Anonymous Prepared Statement Caching

PostgreSQL doesn't cache plans for anonymous prepared statements: every Bind re-runs the planner from scratch. PgDoorman fills that gap by transparently remapping every anonymous Parse to an internal DOORMAN_<N> name on the backend, so the plan lands in the backend's named prepared statement registry and gets reused. The reuse spans Binds of one client and Binds of different clients sharing the same pool.

The remap is transparent to the driver: clients send and receive empty statement names just as they would against a vanilla PostgreSQL.
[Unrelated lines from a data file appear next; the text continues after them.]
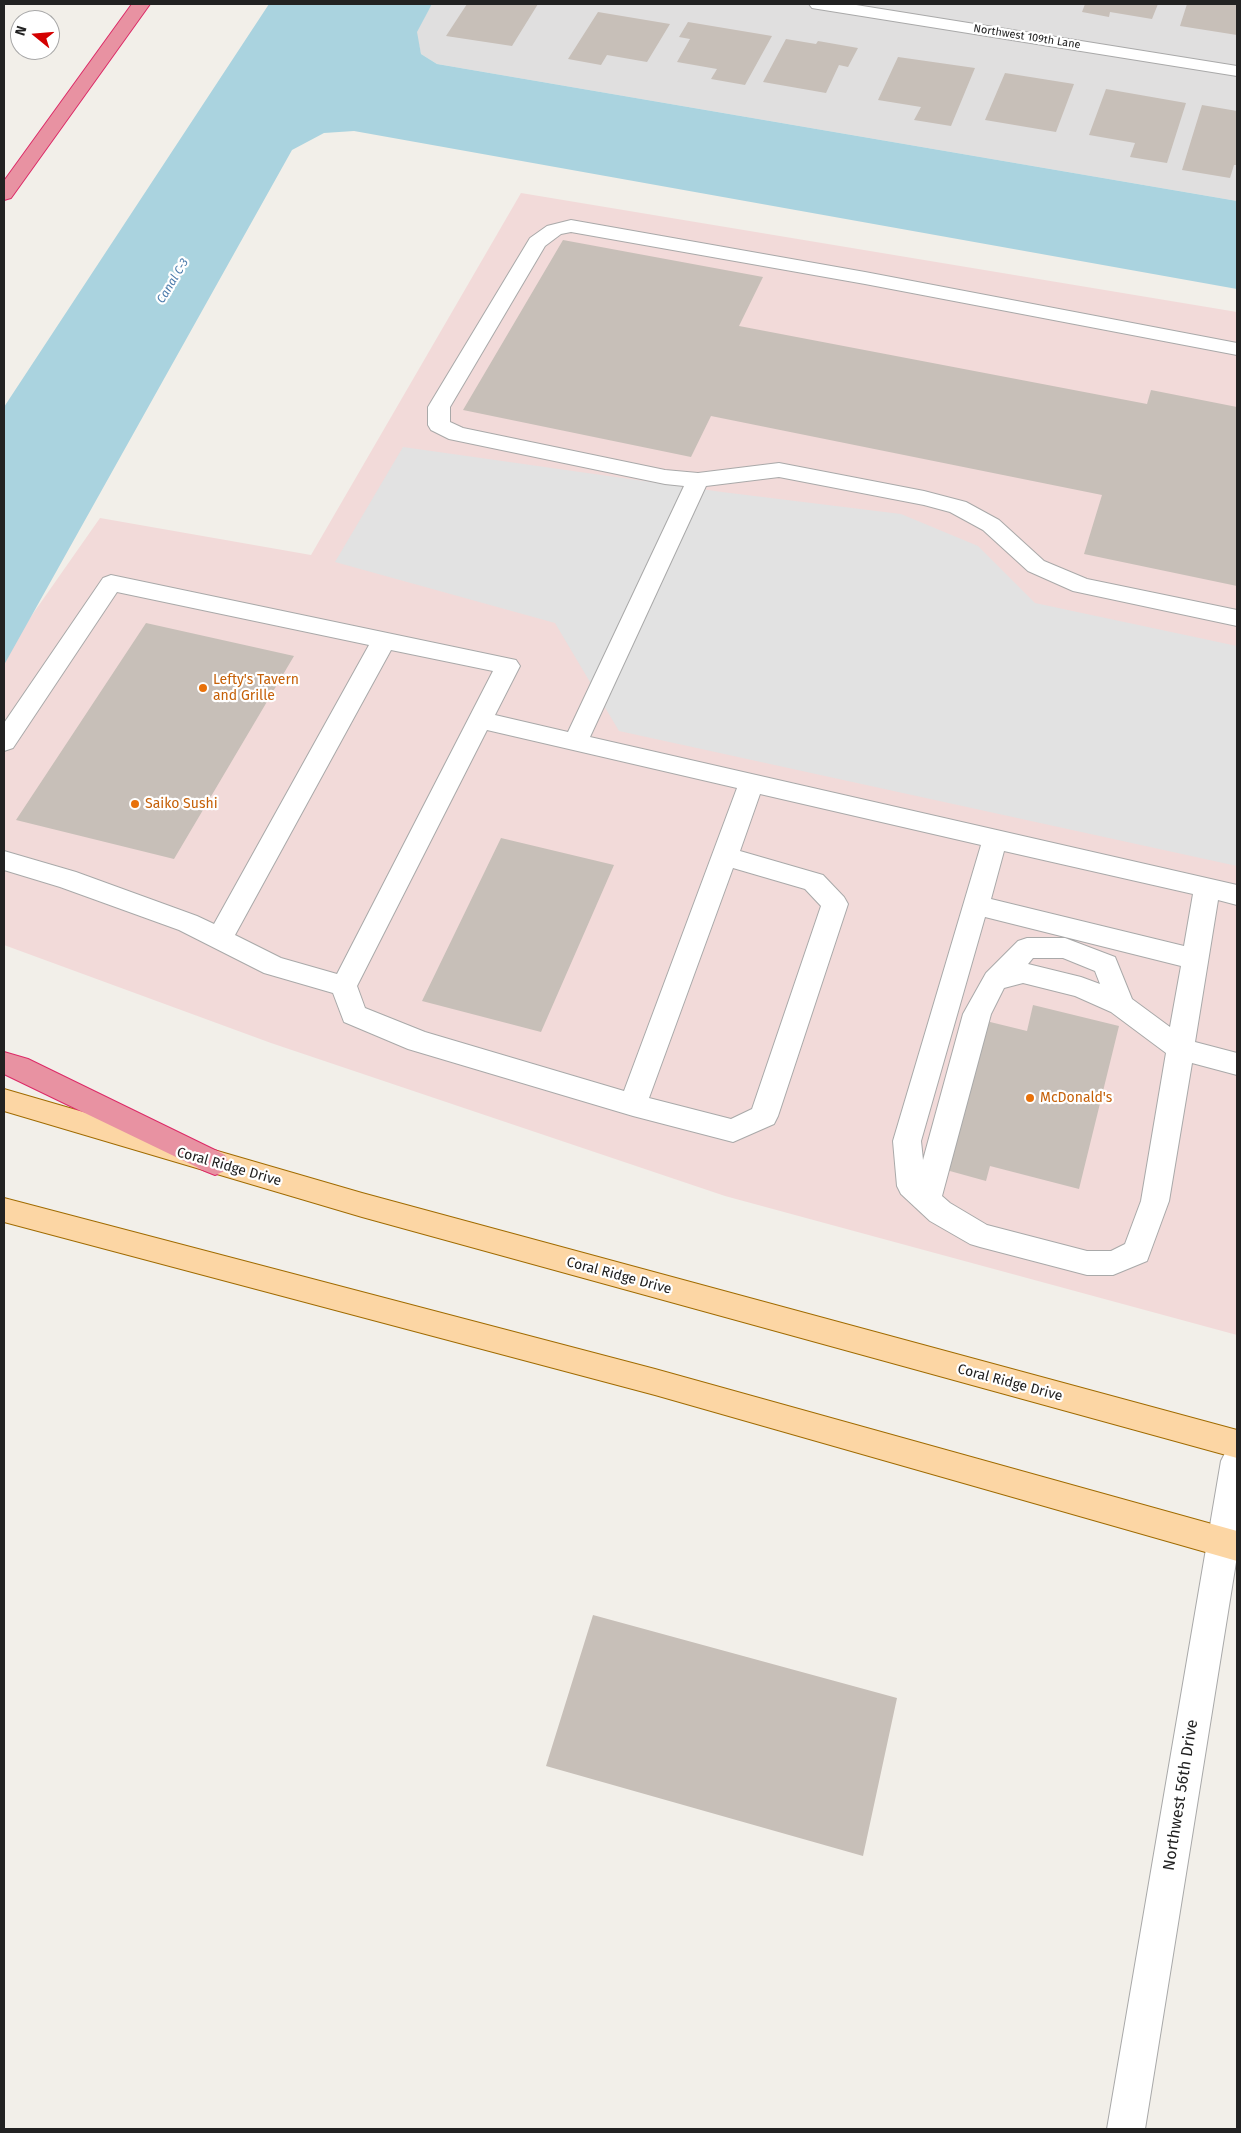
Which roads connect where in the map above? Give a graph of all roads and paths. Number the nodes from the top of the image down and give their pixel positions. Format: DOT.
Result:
graph roads {
  1 [pos="141,4"];
  2 [pos="818,4"];
  3 [pos="920,12"];
  4 [pos="1237,71"];
  5 [pos="4,194"];
  6 [pos="1237,349"];
  7 [pos="698,480"];
  8 [pos="1237,618"];
  9 [pos="384,640"];
  10 [pos="480,720"];
  11 [pos="4,742"];
  12 [pos="575,743"];
  13 [pos="751,784"];
  14 [pos="995,839"];
  15 [pos="725,856"];
  16 [pos="4,861"];
  17 [pos="1207,888"];
  18 [pos="1237,895"];
  19 [pos="976,905"];
  20 [pos="219,939"];
  21 [pos="1195,959"];
  22 [pos="344,986"];
  23 [pos="1180,1049"];
  24 [pos="4,1063"];
  25 [pos="1237,1064"];
  26 [pos="4,1100"];
  27 [pos="633,1105"];
  28 [pos="215,1163"];
  29 [pos="926,1200"];
  30 [pos="4,1210"];
  31 [pos="1237,1444"];
  32 [pos="1237,1461"];
  33 [pos="1230,1544"];
  34 [pos="1126,2129"];
  1 -- 5 [label="highway"];
  2 -- 3 [label="street, Northwest 109th Lane"];
  3 -- 4 [label="street, Northwest 109th Lane"];
  6 -- 7 [label="street"];
  7 -- 8 [label="street"];
  7 -- 12 [label="street"];
  9 -- 10 [label="street"];
  9 -- 11 [label="street"];
  9 -- 20 [label="street"];
  10 -- 12 [label="street"];
  10 -- 22 [label="street"];
  12 -- 13 [label="street"];
  13 -- 14 [label="street"];
  13 -- 15 [label="street"];
  14 -- 17 [label="street"];
  14 -- 19 [label="street"];
  15 -- 27 [label="street"];
  15 -- 27 [label="street"];
  16 -- 20 [label="street"];
  17 -- 18 [label="street"];
  17 -- 21 [label="street"];
  19 -- 21 [label="street"];
  19 -- 29 [label="street"];
  20 -- 22 [label="street"];
  21 -- 23 [label="street"];
  22 -- 27 [label="street"];
  23 -- 25 [label="street"];
  23 -- 29 [label="street"];
  23 -- 29 [label="street"];
  24 -- 28 [label="highway"];
  26 -- 28 [label="main road, Coral Ridge Drive"];
  28 -- 31 [label="main road, Coral Ridge Drive"];
  30 -- 33 [label="main road"];
  32 -- 33 [label="street, Northwest 56th Drive"];
  33 -- 34 [label="street, Northwest 56th Drive"];
}
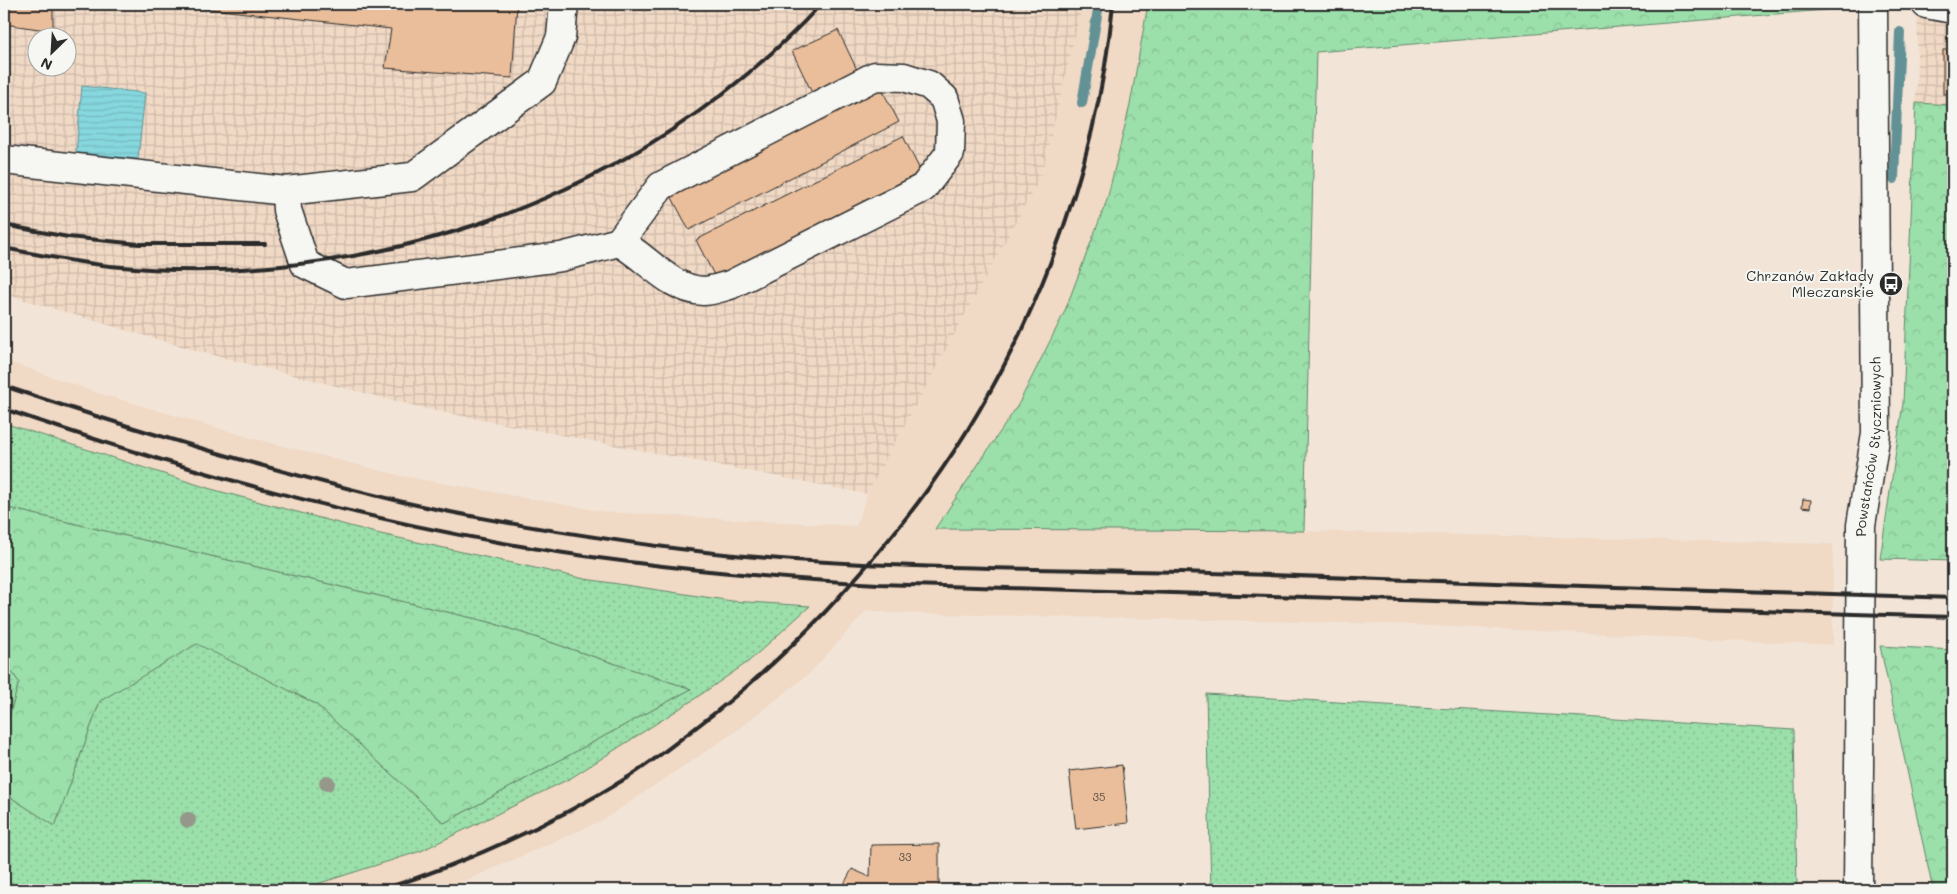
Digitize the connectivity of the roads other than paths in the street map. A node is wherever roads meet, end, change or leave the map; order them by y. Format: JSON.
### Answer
{"nodes":[{"id":1,"x":564,"y":4,"type":"edge"},
{"id":2,"x":1873,"y":4,"type":"edge"},
{"id":3,"x":1926,"y":4,"type":"edge"},
{"id":4,"x":1953,"y":9,"type":"edge"},
{"id":5,"x":4,"y":160,"type":"edge"},
{"id":6,"x":286,"y":192,"type":"junction"},
{"id":7,"x":619,"y":242,"type":"junction"},
{"id":8,"x":1858,"y":890,"type":"edge"}],
"edges":[{"from":1,"to":6,"type":"street"},
{"from":2,"to":8,"type":"street","name":"Powstańców Styczniowych"},
{"from":3,"to":4,"type":"street"},
{"from":5,"to":6,"type":"street"},
{"from":6,"to":7,"type":"street"},
{"from":7,"to":7,"type":"street"}]}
This is a feature unique to PgDoorman. PgBouncer (1.21+) and Odyssey support prepared statements in transaction mode, but only for named statements; anonymous Parse is forwarded unchanged and re-planned on every call.

The PostgreSQL baseline

A Parse message carries a statement name. An empty name means anonymous, anything else means named:

                          Lifetime in PG          Plan caching
  ─────────────────────   ─────────────────       ─────────────────
  Anonymous (name="")     Until next anonymous    None: planner runs
                          Parse or session end    on every Bind
  Named (name="stmt_42")  Until Close /           Generic at first,
                          DEALLOCATE /            switches to custom
                          session end             after 5 observations

Most modern drivers default to anonymous for one-shot parameterised queries: lib/pq (Go), libpq PQexecParams (C), some flows in pgjdbc and psycopg. The application code looks identical to a parameterised named-statement query, but the wire protocol carries an empty name.

Why this is a problem for transaction-mode pooling

Transaction pooling rotates a backend among many clients. If the pooler forwards the empty Parse name as-is, every client's Bind runs against a backend that has no plan cached for that query. Hot OLTP paths pay the planner cost on every call.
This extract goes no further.